[Data entries]
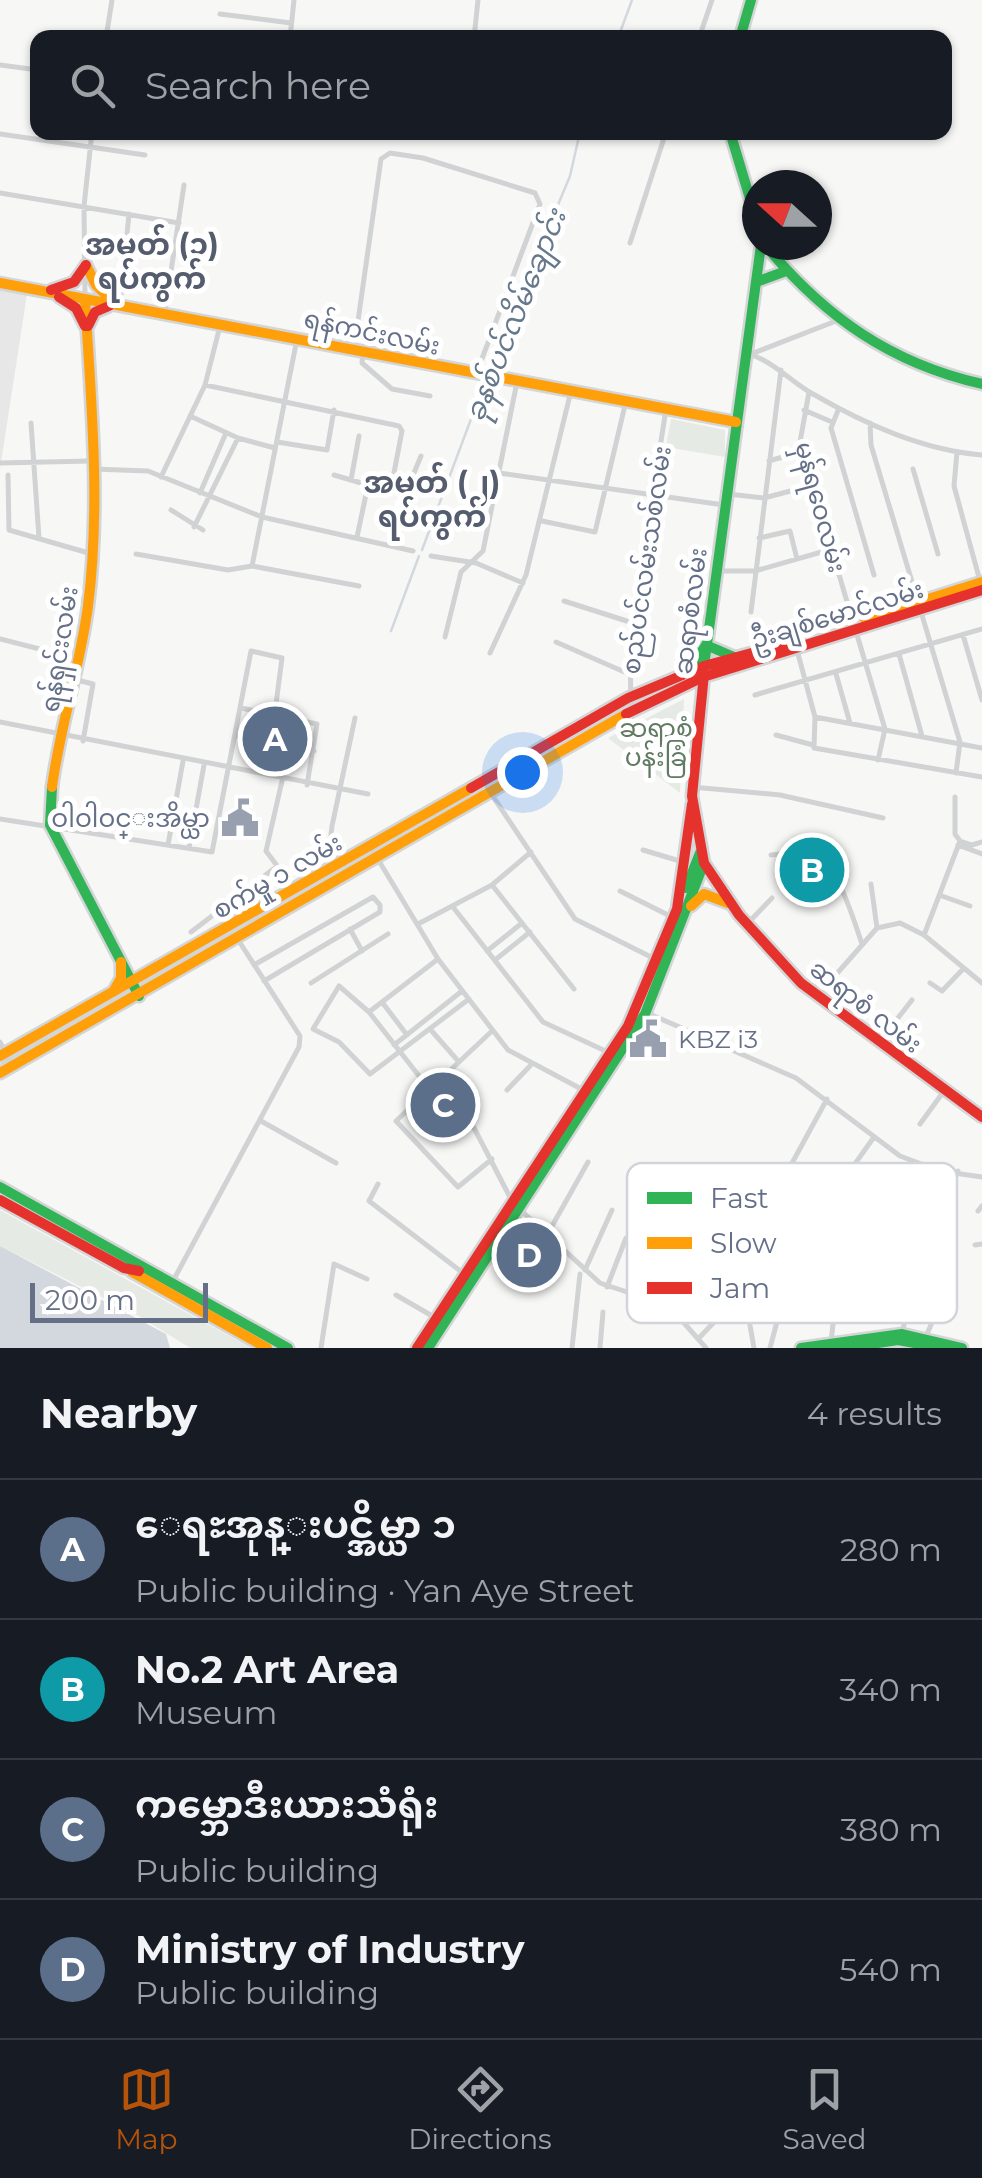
<!DOCTYPE html>
<meta charset="utf-8">
<style>
body{margin:0;font-family:Montserrat,"Noto Sans Myanmar",sans-serif;background:#20242c;color:#f1f3f6}
.compass{position:absolute;left:742px;top:170px;width:90px;height:90px;border-radius:50%;background:#171b24;box-shadow:0 2px 8px #0004;rotate:291deg}
.scale{position:absolute;left:30px;bottom:25px;width:178px;box-sizing:border-box;padding-left:10px;border:5px solid #657088;border-top:0;font-size:28px;line-height:35px;white-space:nowrap;color:#657088;-webkit-text-stroke:8px #fff;paint-order:stroke}
.you{position:absolute;left:522px;top:772px;width:35px;height:35px;margin:-25px;border:8px solid #fff;border-radius:50%;background:#1a73e8;box-shadow:0 0 0 15px #1a73e833}
.badge{display:grid;place-items:center;width:65px;height:65px;border-radius:50%;background:#b45309;color:#fff;font-size:32px;font-weight:700}
.pin{position:absolute;translate:-50% -50%;border:5px solid #fff;box-shadow:0 2px 10px #0006}
.list{margin:0;padding:0;list-style:none}
h2{display:flex;justify-content:space-between;align-items:center;height:130px;margin:0;padding:0 40px;font-size:42px}
h2 small{font-size:32px;font-weight:400;color:#9ea1a6}
.list li{display:grid;grid-template-columns:65px 1fr auto;gap:30px;align-items:center;box-sizing:border-box;height:140px;padding:0 40px;border-top:2px solid #363941}
.list b{display:block;font-size:38px;white-space:nowrap}
.list p{margin:0;font-size:32px;white-space:nowrap;color:#9ea1a6}
.list em{font-size:32px;font-style:normal;color:#9ea1a6}
.icon{flex:none;width:55px;height:55px;fill:none;stroke:currentColor;stroke-width:2;stroke-linecap:round;stroke-linejoin:round}
.map{position:relative;flex:none;width:982px;height:1348px;overflow:hidden}
.search{position:absolute;background:#171b24;box-shadow:0 2px 8px #0004;left:30px;right:30px;top:30px;height:110px;display:flex;align-items:center;gap:25px;box-sizing:border-box;padding:0 35px;border-radius:20px;color:#9ea1a6;font-size:38px}
.sheet{height:690px;background:#171b24}
nav{display:flex;justify-content:space-around;align-items:center;box-sizing:border-box;height:140px;border-top:2px solid #363941;background:#171b24;font-size:28px;color:#9ea1a6}
nav a{display:grid;justify-items:center;gap:5px}
nav .on{color:#b45309}
.map>svg:first-child{display:block}
.built{fill:#e7e7e8}
.green{fill:#e6eae4}
.water{fill:#d3d8de}
.lines{fill:none;stroke-linecap:round;stroke-linejoin:round}
.stream{stroke:#d3d8de;stroke-width:2.5}
.fast-casing{stroke:#d3d5d6;stroke-width:15}
.slow-casing{stroke:#d3d5d6;stroke-width:15}
.jam-casing{stroke:#d3d5d6;stroke-width:15}
.street{stroke:#d1d2d3;stroke-width:5}
.fast{stroke:#30b455;stroke-width:10}
.slow{stroke:#ff9f0a;stroke-width:10}
.jam{stroke:#e5322d;stroke-width:10}
.labels{text-anchor:middle;stroke-width:10;stroke-linejoin:round;paint-order:stroke}
.street-label{font-size:25px;fill:#657088;stroke:#fff}
.park-label{font-size:25px;fill:#617a62;stroke:#fff}
.poi-label{font-size:25px;fill:#657088;stroke:#fff;text-anchor:end}
.water-label{font-size:28px;font-style:italic;fill:#66788b;stroke:#fff}
.quarter-label{font-size:30px;font-weight:bold;fill:#545c6d;stroke:#fff}
.key{fill:#fff;stroke:#d1d4db;stroke-width:2.5}
.key-label{font-size:28px;fill:#657088}
</style>
<div class="map">
<svg width="982" height="1348" viewBox="0 0 982 1348">
<rect width="100%" height="100%" fill="#f7f7f6"/>
<path class="built" d="M0,289L27,294L0,469Z"/>
<path class="green" d="M671,419L725,430V457L666,447Z
M684,699L680,793L608,738Z
M0,1210L251,1348H190L137,1315L0,1246Z"/>
<path class="water" d="M0,1246L166,1334L170,1348H0Z"/>
<g class="lines">
<path class="stream" d="M618,38L632,0
M489,371L570,176L580,132
M422,550L486,379
M391,631L419,556"/>
<g class="fast-casing">
<path id="fast" d="M740,38L751,0
M730,132L757,222
M765,245C825,317 890,363 982,384
M756,282L786,271
M704,666L761,245
M691,669L706,645L734,657
M52,787L50,825L139,996
M686,888L700,853
M0,1187L288,1348
M428,1348L645,1014L704,863
M801,1348L902,1334L962,1348
M845,1348L898,1340L941,1348"/>
</g>
<g class="slow-casing">
<path id="slow" d="M86,265L96,285L112,301
M0,283L736,422
M865,619L982,582
M52,787C60,726 80,667 88,606C101,504 91,401 85,299
M691,906L704,894L728,903
M113,992L121,978V962
M0,1056L471,788
M0,1073L626,714
M132,1272L267,1348"/>
</g>
<g class="jam-casing">
<path id="jam" d="M51,290L74,282L86,265
M59,297L76,308L85,326
M88,326L95,312L109,306
M704,674L692,796L704,863L739,915L801,983L982,1117
M626,714L703,677L982,590
M471,788L628,698L704,666L788,643
M0,1200L124,1268L139,1271
M417,1348L628,1026L677,909L692,804"/>
</g>
<path class="street" d="M220,14L291,23
M106,38L112,0
M290,38L294,0
M474,38L478,0
M699,38L712,0
M0,65L38,70
M0,134L145,155
M0,193L179,223
M630,243L666,132
M85,299L84,206L92,132
M120,304L129,214
M165,311L184,185
M354,349L381,159L390,153L423,158L535,193L540,204L477,372
M363,351L362,363L392,389L430,396
M746,353C772,360 790,381 813,394C865,424 922,450 982,455
M751,354L836,321
M205,385L399,426L402,431L392,483L368,485L357,537
M809,392L800,442L853,622
M839,408L831,428L874,575
M804,410L832,422
M190,416L238,438L275,448
M31,423L39,538
M870,423L871,445L960,742L956,773
M277,442L327,450L334,410
M957,452L954,486L980,581
M769,461L803,451
M0,463L90,461
M93,469L148,471L262,517L413,551
M913,469L938,554
M499,473L724,505
M8,475L9,530L92,554
M334,475L368,485
M161,477L205,385L221,322
M351,480L359,436
M392,483L411,480L421,456
M200,493L226,433
M728,494L764,498L813,485
M171,510L203,530
M542,521L595,532L626,401
M194,527L238,438
M759,538L790,531L797,559
M136,554L228,570L252,566L359,586
M431,556L476,563L523,583
M252,566L297,339
M718,571H755L832,549
M564,601L633,623
M751,612L781,370
M855,628L885,729L878,760
M963,635L982,700
M445,637L461,572L483,551L517,382
M0,639L79,659
M556,642L629,674
M797,650L815,717L814,748L982,777
M490,653L526,575L571,391
M899,654L922,736
M836,674L850,723
M77,680L93,684L83,741
M755,695L982,629
M241,708L317,724L307,785
M631,711L630,640L666,409
M815,717L982,748
M0,722L368,794
M776,735L813,745
M236,736L314,751
M282,781L266,851L293,887
M692,787L780,795L883,818
M490,792L575,919L655,959
M0,819L212,852L251,651L282,658L275,712
M960,841L972,845L982,842
M168,845L183,761
M958,845L982,854
M370,846L438,959L508,1050L585,1091
M189,848L204,765
M643,850L683,862
M771,855C783,854 800,850 812,853C837,861 854,921 862,944
M339,860L330,843L332,826L355,718
M813,880L829,871
M871,884L877,928
M492,885L574,989
M620,891L674,918
M241,893L254,911
M942,896L970,906
M824,899L841,888
M453,907L543,1022L612,1054
M418,924L492,885L531,852
M747,924L772,898
M350,929L362,951
M191,932L276,867
M924,935L960,841L955,834V797
M487,951L522,923
M495,960L530,932
M254,965L373,897L380,905V912L264,981
M311,983L388,934
M930,983L942,991L964,968
M818,995L877,928L900,923L924,935L982,983
M469,999L370,1074L339,1042L313,1029L339,986L369,1012L423,1081L441,1089L455,1103L472,1124L513,1203L600,1283L669,1306L706,1348
M382,1002L407,1035
M369,1012L438,959
M645,1012L796,1078L900,1156L940,1171L982,1177
M430,1029L459,1062
M880,1041L912,1000
M0,1042L12,1066
M394,1045L462,991
M507,1090L530,1066
M261,1121L336,1163
M920,1124L944,1091
M492,1159L458,1187L396,1121L492,1031
M791,1165L827,1099
M378,1184L369,1201L463,1273
M836,1200L847,1175L874,1137
M978,1211L982,1206
M750,1218L758,1234L807,1266L803,1282L782,1303L770,1348
M913,1220L940,1171
M547,1235L588,1162
M975,1245L982,1244
M939,1246L929,1228L958,1171
M645,1252L653,1219
M585,1270L612,1210
M173,1281L299,1047L300,1036L237,938
M607,1287L626,1238
M630,1291L645,1252L688,1266L674,1310
M396,1295L434,1317
M745,1297L754,1348
M903,1331L908,1297
M927,1334L949,1283
M698,1339L718,1318
M831,1343L836,1295L858,1239
M321,1348L334,1264L367,1279
M572,1348L580,1274
M600,1348L603,1312"/>
<use href="#fast" class="fast"/>
<use href="#slow" class="slow"/>
<use href="#jam" class="jam"/>
</g>
<defs>
<g id="civic-bare" transform="scale(3)"><path d="M-.6-6.5H3V-4.5H.6V-3L4-1V1h2V6H-6V1h2V-1L-.6-3ZM-1.2 2.5V6h2.4V2.5Z" fill="#989fae" stroke="#fff" stroke-width="2.5" paint-order="stroke"/></g>
</defs>
<g fill-rule="evenodd">
<use href="#civic-bare" x="240" y="818"/>
<use href="#civic-bare" x="648" y="1039"/>
</g>
<g class="labels">
<g class="street-label">
<text transform="translate(372 332) rotate(12)" y="9">ရန်ကင်းလမ်း</text>
<text transform="translate(821 507) rotate(75)" y="9">မှန်ရဝေလမ်း</text>
<text transform="translate(646 560) rotate(-82)" y="9">စည်ပင်လမ်းသစ်လမ်း</text>
<text transform="translate(690 611) rotate(-83)" y="9">ဆရာစံလမ်း</text>
<text transform="translate(837 614) rotate(-17)" y="9">ဦးချစ်မောင်လမ်း</text>
<text transform="translate(59 649) rotate(-81)" y="9">ရန်ရှင်းလမ်း</text>
<text transform="translate(277 876) rotate(-30)" y="9">စက်မှု ၁ လမ်း</text>
<text transform="translate(866 1006) rotate(38)" y="9">ဆရာစံ လမ်း</text>
</g>
<g class="park-label">
<text x="656" y="737">ဆရာစံ<tspan x="656" dy="29">ပန်းခြံ</tspan></text>
</g>
<g class="poi-label">
<text x="210" y="827">ဝါဝါဝင္းအိမ္ယာ</text>
<text x="678" y="1048" text-anchor="start">KBZ i3</text>
</g>
<g class="water-label">
<text transform="translate(515 315) rotate(-68)" y="10">ခုနစ်ပင်လိမ်ချောင်း</text>
</g>
<g class="quarter-label">
<text x="152" y="255">အမှတ် (၁)<tspan x="152" dy="34">ရပ်ကွက်</tspan></text>
<text x="432" y="493">အမှတ် (၂)<tspan x="432" dy="34">ရပ်ကွက်</tspan></text>
</g>
</g>
<rect x="627" y="1163" width="330" height="160" rx="15" class="key"/>
<rect x="647" y="1192" width="45" height="12" fill="#30b455"/>
<rect x="647" y="1237" width="45" height="12" fill="#ff9f0a"/>
<rect x="647" y="1282" width="45" height="12" fill="#e5322d"/>
<g class="key-label">
<text x="710" y="1208">Fast</text>
<text x="710" y="1253">Slow</text>
<text x="710" y="1298">Jam</text>
</g>
</svg>
<svg class="compass" viewBox="-18 -18 36 36"><path d="M0-13l5 13h-10z" fill="#e53935"/><path d="M0 13l5-13h-10z" fill="#9ea1a6"/></svg>
<div class="scale">200 m</div>
<div class="you"></div>
<div class="pin badge" style="left:275px;top:739px;background:#5c6f8a">A</div>
<div class="pin badge" style="left:812px;top:870px;background:#0f9aa8">B</div>
<div class="pin badge" style="left:443px;top:1105px;background:#5c6f8a">C</div>
<div class="pin badge" style="left:529px;top:1255px;background:#5c6f8a">D</div>
<div class="search"><svg class="icon" aria-label="search" viewBox="0 0 24 24"><circle cx="10" cy="10" r="6"/><path d="M15 15l6 6"/></svg>Search here</div>
</div>
<section class="sheet">
<h2>Nearby<small>4 results</small></h2>
<ul class="list">
<li><span class="badge" style="background:#5c6f8a">A</span><div><b>ေရႊအုန္းပင္အိမ္ယာ ၁</b><p>Public building · Yan Aye Street</p></div><em>280 m</em></li>
<li><span class="badge" style="background:#0f9aa8">B</span><div><b>No.2 Art Area</b><p>Museum</p></div><em>340 m</em></li>
<li><span class="badge" style="background:#5c6f8a">C</span><div><b>ကမ္ဘောဒီးယားသံရုံး</b><p>Public building</p></div><em>380 m</em></li>
<li><span class="badge" style="background:#5c6f8a">D</span><div><b>Ministry of Industry</b><p>Public building</p></div><em>540 m</em></li>
</ul>
</section>
<nav>
<a class="on"><svg class="icon" aria-label="map" viewBox="0 0 24 24"><path d="M3 6l6-2 6 2 6-2v14l-6 2-6-2-6 2zM9 4v14M15 6v14"/></svg>Map</a>
<a><svg class="icon" aria-label="directions" viewBox="0 0 24 24"><path d="M12 3l9 9-9 9-9-9zM9 14v-3h6M13 9l2 2-2 2"/></svg>Directions</a>
<a><svg class="icon" aria-label="saved" viewBox="0 0 24 24"><path d="M7 4h10v16l-5-4-5 4z"/></svg>Saved</a>
</nav>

## About this exercise
How many lines in the records above hold the word "tspan"? Give only the number.

## Exercise output
3